Rent deposits – French commercial leases

In France a rent deposit is called a dépôt de garantie. As in England rent deposits are usual. The parties are free to enter into whatever terms they agree upon as rent deposits are not covered by the Commercial Code. The rent deposit should clearly state what it covers. This could be the rent, repairs, service charge, dilapidations as well as rates. It could be widely drawn and provide for any liabilities of the tenant to come from the deposit money.

Amount of deposit

It is open to the parties to agree the amount of the deposit. The amount of the deposit can be linked to the rental. This must be expressly covered in the lease. Otherwise the deposit cannot be increased at a rent review and can only be increased at a lease renewal.

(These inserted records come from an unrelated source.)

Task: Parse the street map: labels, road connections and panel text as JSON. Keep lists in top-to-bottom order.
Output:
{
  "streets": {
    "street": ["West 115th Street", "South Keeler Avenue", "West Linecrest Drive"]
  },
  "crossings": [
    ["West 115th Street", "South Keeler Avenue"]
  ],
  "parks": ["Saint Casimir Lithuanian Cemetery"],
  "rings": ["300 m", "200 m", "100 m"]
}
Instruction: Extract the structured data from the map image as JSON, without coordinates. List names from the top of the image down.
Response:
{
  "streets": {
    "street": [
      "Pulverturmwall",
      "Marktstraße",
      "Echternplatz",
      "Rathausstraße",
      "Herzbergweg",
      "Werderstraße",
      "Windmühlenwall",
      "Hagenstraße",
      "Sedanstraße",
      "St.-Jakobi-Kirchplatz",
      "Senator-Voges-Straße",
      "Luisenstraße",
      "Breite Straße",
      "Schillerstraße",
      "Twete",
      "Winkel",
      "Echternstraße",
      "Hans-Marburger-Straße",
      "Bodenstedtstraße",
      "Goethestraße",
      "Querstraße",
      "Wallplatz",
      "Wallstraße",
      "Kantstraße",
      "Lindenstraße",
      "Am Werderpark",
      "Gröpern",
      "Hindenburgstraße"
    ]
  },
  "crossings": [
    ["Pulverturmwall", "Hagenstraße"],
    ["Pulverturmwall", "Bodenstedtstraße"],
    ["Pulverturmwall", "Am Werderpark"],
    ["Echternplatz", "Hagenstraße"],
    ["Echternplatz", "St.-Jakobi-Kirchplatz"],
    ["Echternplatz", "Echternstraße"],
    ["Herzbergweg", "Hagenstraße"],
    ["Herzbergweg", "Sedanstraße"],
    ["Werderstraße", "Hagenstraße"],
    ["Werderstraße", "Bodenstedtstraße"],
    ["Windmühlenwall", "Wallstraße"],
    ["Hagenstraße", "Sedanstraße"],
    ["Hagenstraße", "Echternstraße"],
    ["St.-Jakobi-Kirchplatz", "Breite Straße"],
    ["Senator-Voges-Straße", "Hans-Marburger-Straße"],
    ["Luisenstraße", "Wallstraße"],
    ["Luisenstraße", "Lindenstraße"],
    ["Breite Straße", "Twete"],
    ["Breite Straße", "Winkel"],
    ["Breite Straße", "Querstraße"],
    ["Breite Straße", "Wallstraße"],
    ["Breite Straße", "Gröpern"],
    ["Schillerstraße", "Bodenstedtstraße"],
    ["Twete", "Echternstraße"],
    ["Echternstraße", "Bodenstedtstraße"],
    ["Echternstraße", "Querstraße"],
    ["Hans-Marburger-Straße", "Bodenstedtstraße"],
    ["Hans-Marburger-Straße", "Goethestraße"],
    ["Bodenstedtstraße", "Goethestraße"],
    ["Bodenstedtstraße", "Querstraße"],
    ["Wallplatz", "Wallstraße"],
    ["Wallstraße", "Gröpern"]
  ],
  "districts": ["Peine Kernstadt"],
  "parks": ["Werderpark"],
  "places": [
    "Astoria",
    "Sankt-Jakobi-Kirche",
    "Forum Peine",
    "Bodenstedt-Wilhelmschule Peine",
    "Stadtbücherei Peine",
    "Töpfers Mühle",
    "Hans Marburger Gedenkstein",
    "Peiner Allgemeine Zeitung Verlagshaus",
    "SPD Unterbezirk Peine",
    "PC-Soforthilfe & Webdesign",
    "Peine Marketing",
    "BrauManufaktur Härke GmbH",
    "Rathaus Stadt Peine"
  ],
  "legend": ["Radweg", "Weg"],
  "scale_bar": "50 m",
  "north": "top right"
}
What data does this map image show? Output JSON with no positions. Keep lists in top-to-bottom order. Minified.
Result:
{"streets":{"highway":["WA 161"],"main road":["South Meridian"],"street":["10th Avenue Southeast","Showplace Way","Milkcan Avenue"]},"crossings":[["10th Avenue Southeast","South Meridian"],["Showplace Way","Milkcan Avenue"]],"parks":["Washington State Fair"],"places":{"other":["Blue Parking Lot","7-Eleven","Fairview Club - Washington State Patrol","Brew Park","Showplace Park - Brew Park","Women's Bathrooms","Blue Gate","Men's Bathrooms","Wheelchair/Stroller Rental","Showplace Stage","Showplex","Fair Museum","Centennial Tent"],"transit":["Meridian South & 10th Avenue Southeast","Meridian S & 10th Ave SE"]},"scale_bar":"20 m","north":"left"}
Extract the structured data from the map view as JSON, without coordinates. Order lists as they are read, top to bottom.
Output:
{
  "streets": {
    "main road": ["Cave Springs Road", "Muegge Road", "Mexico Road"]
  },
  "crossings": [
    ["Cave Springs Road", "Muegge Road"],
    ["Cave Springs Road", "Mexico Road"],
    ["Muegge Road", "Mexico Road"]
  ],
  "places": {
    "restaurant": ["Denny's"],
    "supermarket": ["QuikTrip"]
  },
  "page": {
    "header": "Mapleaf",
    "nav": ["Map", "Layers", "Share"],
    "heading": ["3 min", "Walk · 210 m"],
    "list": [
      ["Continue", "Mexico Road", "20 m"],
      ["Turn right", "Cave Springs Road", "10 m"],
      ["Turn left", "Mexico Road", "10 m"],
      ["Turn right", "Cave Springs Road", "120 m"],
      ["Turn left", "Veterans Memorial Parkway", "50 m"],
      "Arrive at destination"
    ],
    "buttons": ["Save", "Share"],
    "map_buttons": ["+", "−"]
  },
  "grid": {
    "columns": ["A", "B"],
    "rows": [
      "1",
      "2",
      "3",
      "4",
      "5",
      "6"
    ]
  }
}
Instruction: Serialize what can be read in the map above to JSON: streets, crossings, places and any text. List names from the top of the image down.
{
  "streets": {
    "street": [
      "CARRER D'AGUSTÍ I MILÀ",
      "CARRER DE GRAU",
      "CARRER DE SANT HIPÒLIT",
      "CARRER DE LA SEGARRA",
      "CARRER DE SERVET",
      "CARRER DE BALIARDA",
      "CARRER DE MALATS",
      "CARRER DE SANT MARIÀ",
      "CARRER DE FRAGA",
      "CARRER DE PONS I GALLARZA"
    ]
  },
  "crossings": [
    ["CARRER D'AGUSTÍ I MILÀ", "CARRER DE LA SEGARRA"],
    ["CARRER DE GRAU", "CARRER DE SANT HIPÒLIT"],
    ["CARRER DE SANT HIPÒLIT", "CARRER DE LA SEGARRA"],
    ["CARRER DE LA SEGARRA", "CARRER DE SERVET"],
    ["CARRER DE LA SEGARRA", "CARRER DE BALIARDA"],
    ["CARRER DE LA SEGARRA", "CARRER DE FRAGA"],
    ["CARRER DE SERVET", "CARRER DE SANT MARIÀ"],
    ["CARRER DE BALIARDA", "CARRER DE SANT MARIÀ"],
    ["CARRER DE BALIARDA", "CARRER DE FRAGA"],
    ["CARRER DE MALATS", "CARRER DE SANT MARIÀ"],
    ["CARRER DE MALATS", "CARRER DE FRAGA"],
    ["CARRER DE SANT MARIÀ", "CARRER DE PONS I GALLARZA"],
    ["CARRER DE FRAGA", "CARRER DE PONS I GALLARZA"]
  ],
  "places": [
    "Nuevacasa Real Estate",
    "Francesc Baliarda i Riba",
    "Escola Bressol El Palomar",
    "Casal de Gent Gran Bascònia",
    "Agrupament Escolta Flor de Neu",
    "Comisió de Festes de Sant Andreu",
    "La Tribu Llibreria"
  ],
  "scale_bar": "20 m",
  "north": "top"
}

However if the rent deposit exceeds the equivalent of 1 payment period if paid in advance or 2 payment periods paid in arrears then the landlord must by law pay the tenant interest. Thus for example if the rent is payable monthly in arrears a rent deposit of 2 months. If the rent is payable 3 monthly in arrears then any deposit over 6 months carries interest.

Sale of the lease

If the tenant transfers the lease to a new tenant the old tenant is entitled to the repayment of his deposit. However as the lease carries on, on the same terms, the new tenant is obliged to provide the same deposit.

Return of the deposit

The tenant must be refunded the deposit at the end of the lease if he has complied with the terms of the lease. The tenant cannot use the rent deposit to settle the last few months’ rent. If the property is sold the original landlord remains liable to return the deposit. On a purchase of the property the new owner cannot require the tenant to pay a further rent deposit. It is often the case that the lease will expressly provide for the old owner to transfer the deposit to any new owner. This is a sensible provision to insert as the old owner will have no further interest in the property.

End of the lease

The rent deposit becomes repayable when the tenant vacates the premises. The parties can agree provisions as to the timing for repayment. If the tenant has breached the lease then the landlord can apply the deposit money to rectify the breach.


The tenant cannot deduct the rent deposit as a business expense unless it has been forfeited by the landlord. It should appear on the tenants balance sheet as a cash asset.